▶ WORK ORDER: Wherever the string "East" appears in the entries below, return the line that holds it.

[Collection entries]
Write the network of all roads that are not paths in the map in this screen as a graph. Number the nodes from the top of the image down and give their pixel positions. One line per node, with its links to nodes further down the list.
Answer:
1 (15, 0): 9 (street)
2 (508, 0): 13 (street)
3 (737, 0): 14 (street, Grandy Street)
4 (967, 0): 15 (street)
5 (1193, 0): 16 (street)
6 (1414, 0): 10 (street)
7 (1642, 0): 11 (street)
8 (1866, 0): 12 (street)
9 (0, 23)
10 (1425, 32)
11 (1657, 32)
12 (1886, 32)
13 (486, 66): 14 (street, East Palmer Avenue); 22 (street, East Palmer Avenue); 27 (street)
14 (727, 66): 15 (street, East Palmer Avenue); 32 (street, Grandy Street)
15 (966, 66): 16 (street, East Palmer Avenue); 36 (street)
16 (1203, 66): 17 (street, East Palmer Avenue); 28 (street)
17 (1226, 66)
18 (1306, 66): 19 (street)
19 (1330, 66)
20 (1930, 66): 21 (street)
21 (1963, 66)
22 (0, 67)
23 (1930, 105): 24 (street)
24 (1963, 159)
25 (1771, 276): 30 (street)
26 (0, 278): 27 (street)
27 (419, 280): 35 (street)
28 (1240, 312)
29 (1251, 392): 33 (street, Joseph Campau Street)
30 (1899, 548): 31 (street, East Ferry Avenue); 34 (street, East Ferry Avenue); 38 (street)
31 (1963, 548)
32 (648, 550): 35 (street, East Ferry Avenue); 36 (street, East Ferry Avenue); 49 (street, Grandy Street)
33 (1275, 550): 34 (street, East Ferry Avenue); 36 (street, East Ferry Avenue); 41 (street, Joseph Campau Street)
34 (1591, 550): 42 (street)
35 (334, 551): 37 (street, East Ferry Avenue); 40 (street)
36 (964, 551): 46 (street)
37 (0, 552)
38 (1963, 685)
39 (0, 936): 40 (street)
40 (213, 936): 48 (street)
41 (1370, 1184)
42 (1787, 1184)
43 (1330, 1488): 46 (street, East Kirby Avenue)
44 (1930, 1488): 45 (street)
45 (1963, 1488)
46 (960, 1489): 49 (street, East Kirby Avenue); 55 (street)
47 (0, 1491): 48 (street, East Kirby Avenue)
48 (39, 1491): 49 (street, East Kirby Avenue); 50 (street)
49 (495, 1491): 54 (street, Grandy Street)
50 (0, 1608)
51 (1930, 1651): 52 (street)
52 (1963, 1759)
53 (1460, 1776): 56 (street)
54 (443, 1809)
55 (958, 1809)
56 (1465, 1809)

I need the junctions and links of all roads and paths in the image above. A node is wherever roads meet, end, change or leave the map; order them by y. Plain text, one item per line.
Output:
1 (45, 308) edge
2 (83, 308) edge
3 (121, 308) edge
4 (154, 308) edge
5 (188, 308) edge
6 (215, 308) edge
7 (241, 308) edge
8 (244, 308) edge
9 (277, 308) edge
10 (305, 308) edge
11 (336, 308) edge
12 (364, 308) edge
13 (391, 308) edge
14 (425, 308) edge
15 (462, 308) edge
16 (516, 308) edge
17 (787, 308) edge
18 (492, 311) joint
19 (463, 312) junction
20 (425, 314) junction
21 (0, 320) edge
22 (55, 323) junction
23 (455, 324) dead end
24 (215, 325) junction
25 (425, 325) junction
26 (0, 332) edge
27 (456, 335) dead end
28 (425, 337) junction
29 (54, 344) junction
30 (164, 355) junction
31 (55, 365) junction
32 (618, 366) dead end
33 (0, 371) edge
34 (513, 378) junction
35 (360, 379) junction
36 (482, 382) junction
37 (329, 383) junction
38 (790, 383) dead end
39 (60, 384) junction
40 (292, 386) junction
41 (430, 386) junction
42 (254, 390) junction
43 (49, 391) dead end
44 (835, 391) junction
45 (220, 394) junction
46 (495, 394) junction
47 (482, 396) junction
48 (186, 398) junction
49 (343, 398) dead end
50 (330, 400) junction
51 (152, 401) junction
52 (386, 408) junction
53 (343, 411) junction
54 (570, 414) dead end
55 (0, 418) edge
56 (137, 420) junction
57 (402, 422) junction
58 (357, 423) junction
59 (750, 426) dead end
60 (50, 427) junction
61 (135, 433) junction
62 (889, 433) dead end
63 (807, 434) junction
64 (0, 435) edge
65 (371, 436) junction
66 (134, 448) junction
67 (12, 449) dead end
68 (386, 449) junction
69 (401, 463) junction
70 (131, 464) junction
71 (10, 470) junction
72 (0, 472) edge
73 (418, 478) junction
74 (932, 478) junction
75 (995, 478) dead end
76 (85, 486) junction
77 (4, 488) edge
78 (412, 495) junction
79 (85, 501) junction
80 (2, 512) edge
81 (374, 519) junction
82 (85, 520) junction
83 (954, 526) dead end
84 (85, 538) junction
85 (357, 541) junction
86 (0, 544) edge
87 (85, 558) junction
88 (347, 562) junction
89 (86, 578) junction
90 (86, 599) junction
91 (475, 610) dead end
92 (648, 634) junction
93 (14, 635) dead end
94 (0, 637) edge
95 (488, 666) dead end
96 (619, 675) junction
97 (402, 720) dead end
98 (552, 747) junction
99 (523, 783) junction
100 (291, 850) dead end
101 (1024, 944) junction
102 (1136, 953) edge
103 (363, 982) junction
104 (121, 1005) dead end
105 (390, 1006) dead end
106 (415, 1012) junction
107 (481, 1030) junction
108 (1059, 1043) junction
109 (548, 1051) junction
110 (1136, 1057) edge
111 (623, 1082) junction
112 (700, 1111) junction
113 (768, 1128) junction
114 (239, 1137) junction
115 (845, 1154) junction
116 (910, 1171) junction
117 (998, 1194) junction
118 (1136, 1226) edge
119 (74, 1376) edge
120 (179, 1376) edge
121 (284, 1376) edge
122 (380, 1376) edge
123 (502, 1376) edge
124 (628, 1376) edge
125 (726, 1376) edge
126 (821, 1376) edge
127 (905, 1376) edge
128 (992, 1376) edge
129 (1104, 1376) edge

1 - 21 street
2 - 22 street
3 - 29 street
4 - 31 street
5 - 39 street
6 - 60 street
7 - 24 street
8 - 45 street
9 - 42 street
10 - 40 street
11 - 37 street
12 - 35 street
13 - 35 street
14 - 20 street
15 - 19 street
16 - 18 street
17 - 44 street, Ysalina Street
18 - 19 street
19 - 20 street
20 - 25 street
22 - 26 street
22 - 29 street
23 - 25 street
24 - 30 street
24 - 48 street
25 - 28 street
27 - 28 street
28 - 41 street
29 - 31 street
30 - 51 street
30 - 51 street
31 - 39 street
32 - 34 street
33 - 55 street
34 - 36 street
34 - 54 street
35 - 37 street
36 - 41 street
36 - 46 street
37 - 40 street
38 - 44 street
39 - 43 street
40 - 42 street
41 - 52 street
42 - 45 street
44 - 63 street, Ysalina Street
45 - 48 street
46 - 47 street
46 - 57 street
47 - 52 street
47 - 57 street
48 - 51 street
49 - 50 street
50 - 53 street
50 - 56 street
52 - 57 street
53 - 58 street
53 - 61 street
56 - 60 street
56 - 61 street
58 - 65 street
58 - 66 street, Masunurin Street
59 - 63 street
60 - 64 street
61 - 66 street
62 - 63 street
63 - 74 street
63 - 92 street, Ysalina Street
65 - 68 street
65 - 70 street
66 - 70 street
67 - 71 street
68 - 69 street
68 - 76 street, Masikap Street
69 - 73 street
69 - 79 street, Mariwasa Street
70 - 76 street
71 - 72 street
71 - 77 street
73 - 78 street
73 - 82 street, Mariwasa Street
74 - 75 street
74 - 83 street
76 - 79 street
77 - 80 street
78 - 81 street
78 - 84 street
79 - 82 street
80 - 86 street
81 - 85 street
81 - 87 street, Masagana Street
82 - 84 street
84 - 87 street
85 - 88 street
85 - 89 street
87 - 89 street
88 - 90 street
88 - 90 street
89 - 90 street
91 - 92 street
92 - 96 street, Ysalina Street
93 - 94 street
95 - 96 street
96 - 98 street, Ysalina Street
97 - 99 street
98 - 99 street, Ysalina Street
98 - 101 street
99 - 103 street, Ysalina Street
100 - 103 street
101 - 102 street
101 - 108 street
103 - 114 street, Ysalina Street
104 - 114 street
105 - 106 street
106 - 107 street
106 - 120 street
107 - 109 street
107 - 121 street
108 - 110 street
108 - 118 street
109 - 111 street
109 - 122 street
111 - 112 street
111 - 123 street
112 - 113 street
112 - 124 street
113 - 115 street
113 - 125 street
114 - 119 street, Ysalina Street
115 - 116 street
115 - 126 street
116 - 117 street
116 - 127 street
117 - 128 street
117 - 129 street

▶ TASK ANSWER:
13 (486, 66): 14 (street, East Palmer Avenue); 22 (street, East Palmer Avenue); 27 (street)
14 (727, 66): 15 (street, East Palmer Avenue); 32 (street, Grandy Street)
15 (966, 66): 16 (street, East Palmer Avenue); 36 (street)
16 (1203, 66): 17 (street, East Palmer Avenue); 28 (street)
30 (1899, 548): 31 (street, East Ferry Avenue); 34 (street, East Ferry Avenue); 38 (street)
32 (648, 550): 35 (street, East Ferry Avenue); 36 (street, East Ferry Avenue); 49 (street, Grandy Street)
33 (1275, 550): 34 (street, East Ferry Avenue); 36 (street, East Ferry Avenue); 41 (street, Joseph Campau Street)
35 (334, 551): 37 (street, East Ferry Avenue); 40 (street)
43 (1330, 1488): 46 (street, East Kirby Avenue)
46 (960, 1489): 49 (street, East Kirby Avenue); 55 (street)
47 (0, 1491): 48 (street, East Kirby Avenue)
48 (39, 1491): 49 (street, East Kirby Avenue); 50 (street)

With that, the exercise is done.